__ACTIVITY__: Among the lines below, list those containing the string "graph".

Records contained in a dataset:

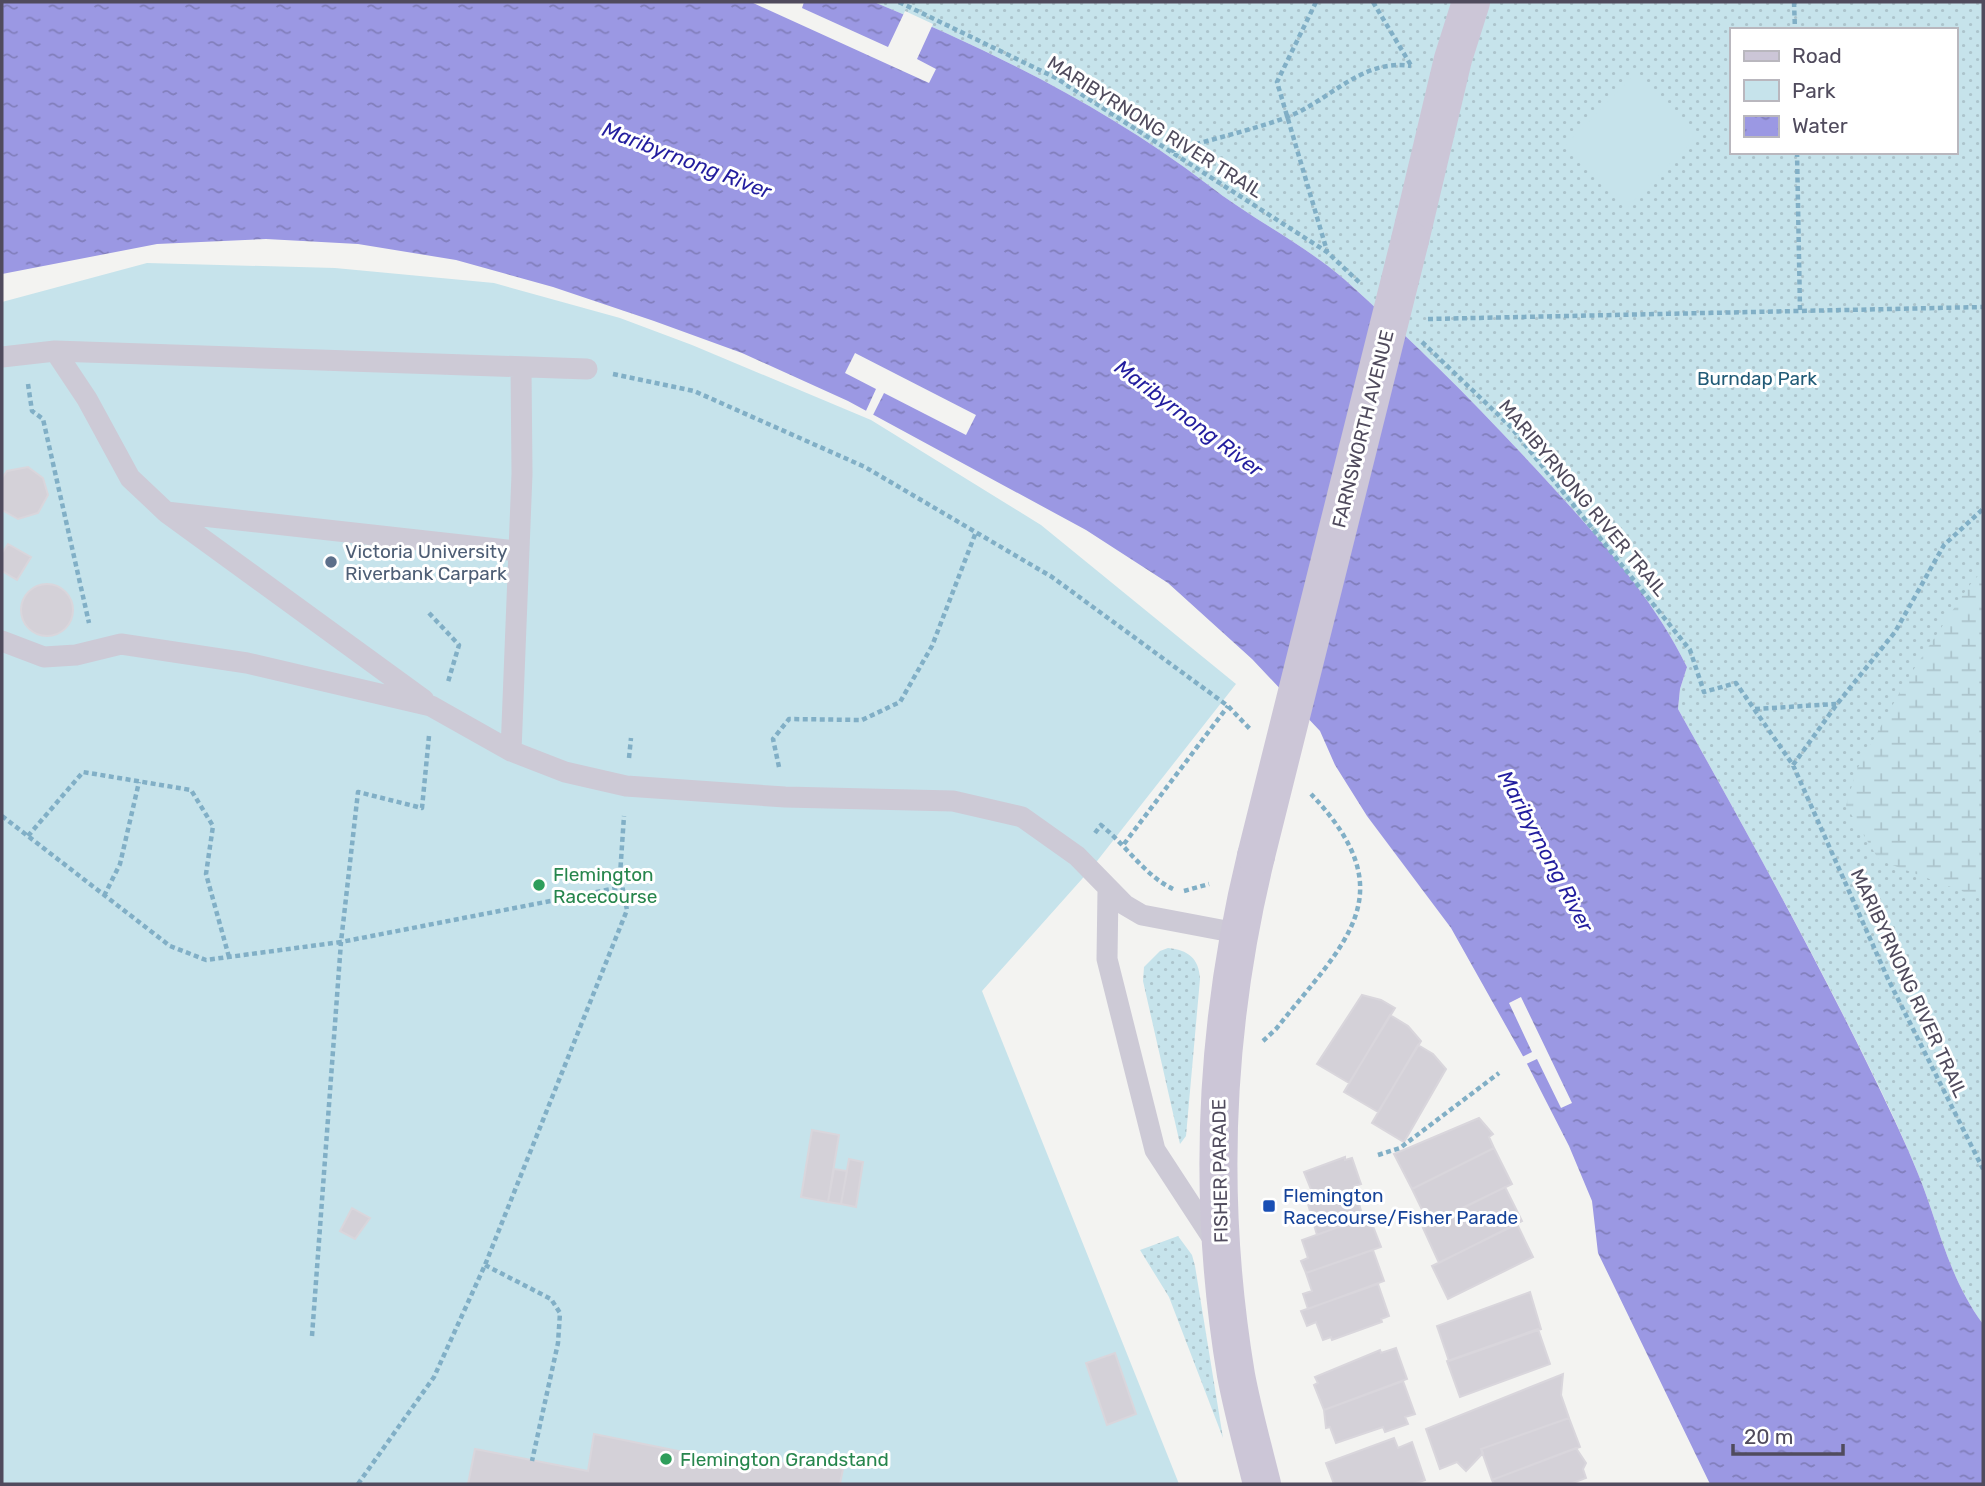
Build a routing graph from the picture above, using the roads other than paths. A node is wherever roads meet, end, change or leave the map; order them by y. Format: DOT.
graph roads {
  1 [pos="1471,2"];
  2 [pos="55,351"];
  3 [pos="12,355"];
  4 [pos="521,367"];
  5 [pos="587,369"];
  6 [pos="166,512"];
  7 [pos="517,551"];
  8 [pos="2,640"];
  9 [pos="435,708"];
  10 [pos="511,751"];
  11 [pos="1255,856"];
  12 [pos="1108,890"];
  13 [pos="1237,933"];
  14 [pos="1220,1250"];
  15 [pos="1262,1484"];
  1 -- 11 [label="main road, FARNSWORTH AVENUE, bridge"];
  2 -- 3 [label="lane"];
  2 -- 4 [label="lane"];
  2 -- 6 [label="lane"];
  4 -- 5 [label="lane"];
  4 -- 7 [label="lane"];
  6 -- 7 [label="lane"];
  6 -- 9 [label="lane"];
  7 -- 10 [label="lane"];
  8 -- 9 [label="lane"];
  9 -- 10 [label="lane"];
  10 -- 12 [label="lane"];
  11 -- 13 [label="main road, FISHER PARADE"];
  12 -- 13 [label="lane"];
  12 -- 14 [label="lane"];
  13 -- 14 [label="main road, FISHER PARADE"];
  14 -- 15 [label="main road, FISHER PARADE"];
}
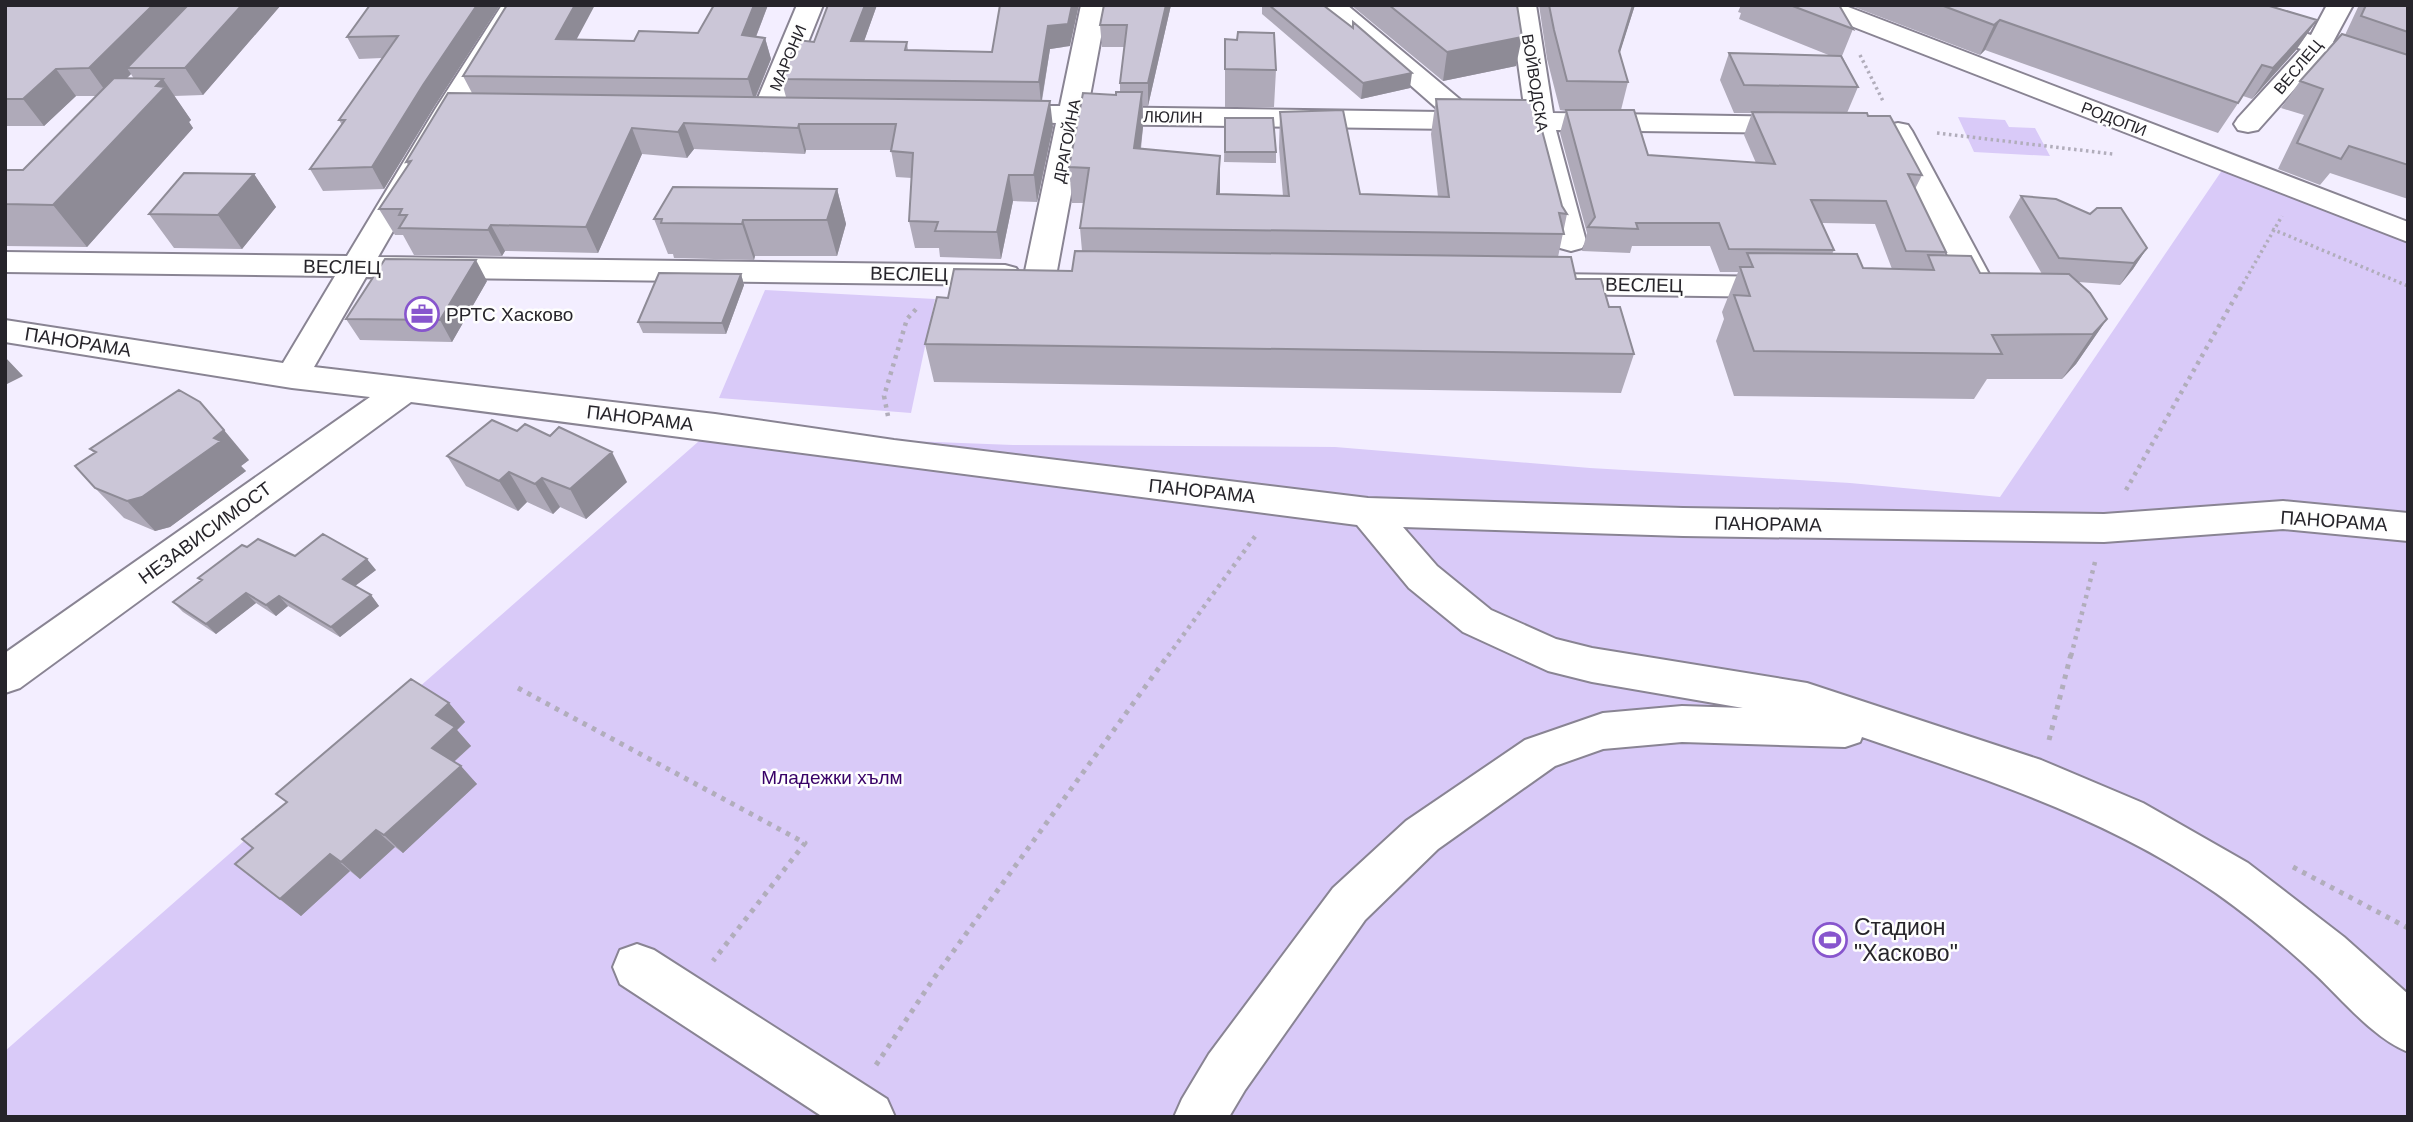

__WRITTEN SOLUTION__:
Build a routing graph from the picture above, using the roads other than paths. A node is wherever roads meet, end, change or leave the map; order them by y. Format: DOT.
graph roads {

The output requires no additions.